Подозрения Эстер казались мне маловероятными. Джоан Гедж была набожной девушкой крошечного роста и недалекого ума. Однажды я застал ее на кухне погруженной в глубокую задумчивость: Джоан размышляла, стоит ли ощипывать птицу или можно зажарить ее прямо в перьях. Вряд ли ей придет в голову замышлять что-либо против хозяйки.

– С чего ты взяла, что Джоан может обманывать тебя?

– О, это было… – Эстер всплеснула руками. – Не знаю, трудно объяснить.

Я не стал препираться с сестрой и расстраивать ее еще больше. Она могла замкнуться и вовсе отказаться говорить. Такой уж был у нее характер.

– Ладно. И что было дальше? Прошло несколько месяцев, прежде чем ты написала мне. – Не желая, чтобы вопрос выглядел так, будто у меня есть сомнения по поводу слов Эстер, я поспешил добавить: – Произошло что-то еще?

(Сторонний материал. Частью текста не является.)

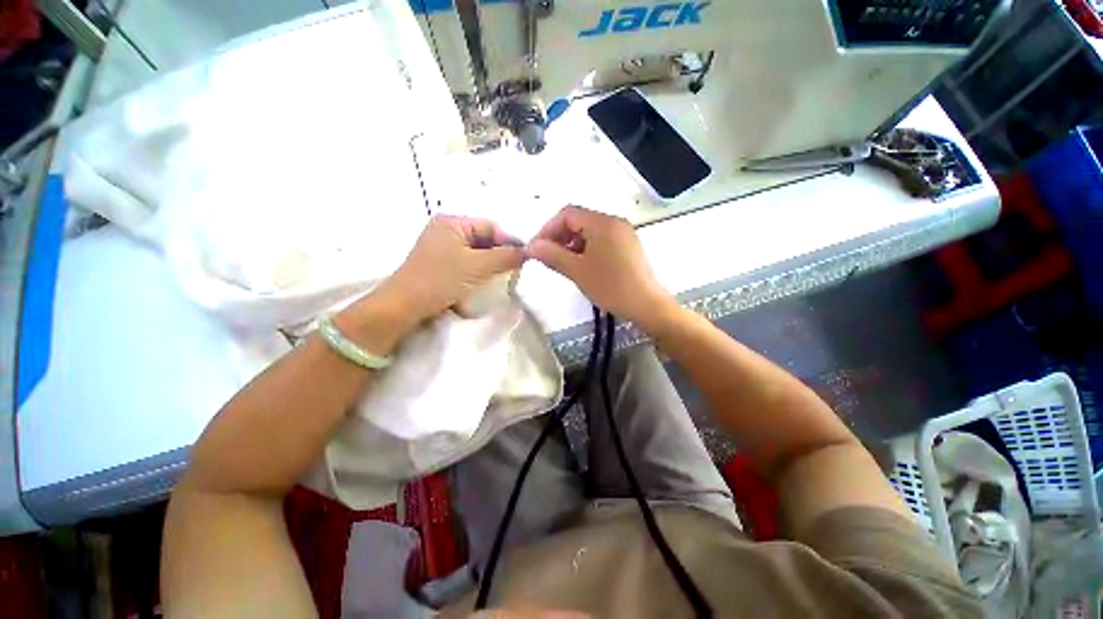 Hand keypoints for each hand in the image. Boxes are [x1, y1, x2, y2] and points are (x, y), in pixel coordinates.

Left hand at [383, 215, 524, 321]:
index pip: (491, 226)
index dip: (509, 241)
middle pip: (484, 239)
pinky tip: (484, 282)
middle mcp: (446, 230)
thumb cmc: (440, 280)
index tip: (526, 258)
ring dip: (490, 265)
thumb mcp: (478, 266)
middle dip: (500, 254)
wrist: (404, 307)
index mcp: (452, 222)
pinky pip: (467, 263)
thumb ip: (506, 256)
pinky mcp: (441, 265)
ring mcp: (442, 248)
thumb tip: (528, 251)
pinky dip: (478, 272)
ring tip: (501, 278)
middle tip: (515, 270)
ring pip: (477, 253)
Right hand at [527, 205, 674, 328]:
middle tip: (547, 257)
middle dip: (559, 236)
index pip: (567, 213)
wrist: (648, 306)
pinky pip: (601, 240)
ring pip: (590, 231)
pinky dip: (586, 249)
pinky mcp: (628, 246)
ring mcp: (624, 234)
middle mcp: (614, 222)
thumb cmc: (611, 287)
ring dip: (572, 244)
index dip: (548, 228)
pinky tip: (582, 266)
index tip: (536, 248)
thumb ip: (552, 255)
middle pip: (579, 220)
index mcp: (602, 222)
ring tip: (563, 263)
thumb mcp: (577, 271)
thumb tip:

Эстер смущенно заерзала на стуле. Ее щеки залил жаркий румянец.

– Ну, брат, все не так просто. Дело в том, что отец… он был увлечен ею, но поначалу я не думала… Хотя, конечно, видела, что она распутная девица… Однако мне было неловко вмешиваться и признаваться даже тебе, что в нашем доме живет такой человек. Неделя шла за неделей, минуло лето, ничего особенного не происходило. Но меня не покидало тревожное чувство… Какое-то странное, темное беспокойство: что-то не так, а что именно – я не могла понять. Вроде бы никакой явной угрозы…

– Так, и? – спросил я и тут же устыдился собственного тона: я говорил с сестрой как судья.

Но Эстер, занятая рассказом, похоже, ничего не заметила.

– Это случилось незадолго до того, как я решилась написать тебе. – Глаза сестры наполнились слезами, а голос дрогнул.

Она нервно теребила уголок скатерти. Закутанная в теплую шаль, которая досталась ей от матери, Эстер выглядела совсем маленькой девочкой, гораздо младше своих лет.

– Не бойся, скажи мне все как есть, – как можно мягче попросил я.

По правде говоря, я ждал продолжения в том же духе: ревность из-за отца, склоки на кухне… И я корил себя за невнимание, за то, что совсем позабыл о доме и так редко писал им. Если бы только мне не пришлось идти на войну… Ах, если бы…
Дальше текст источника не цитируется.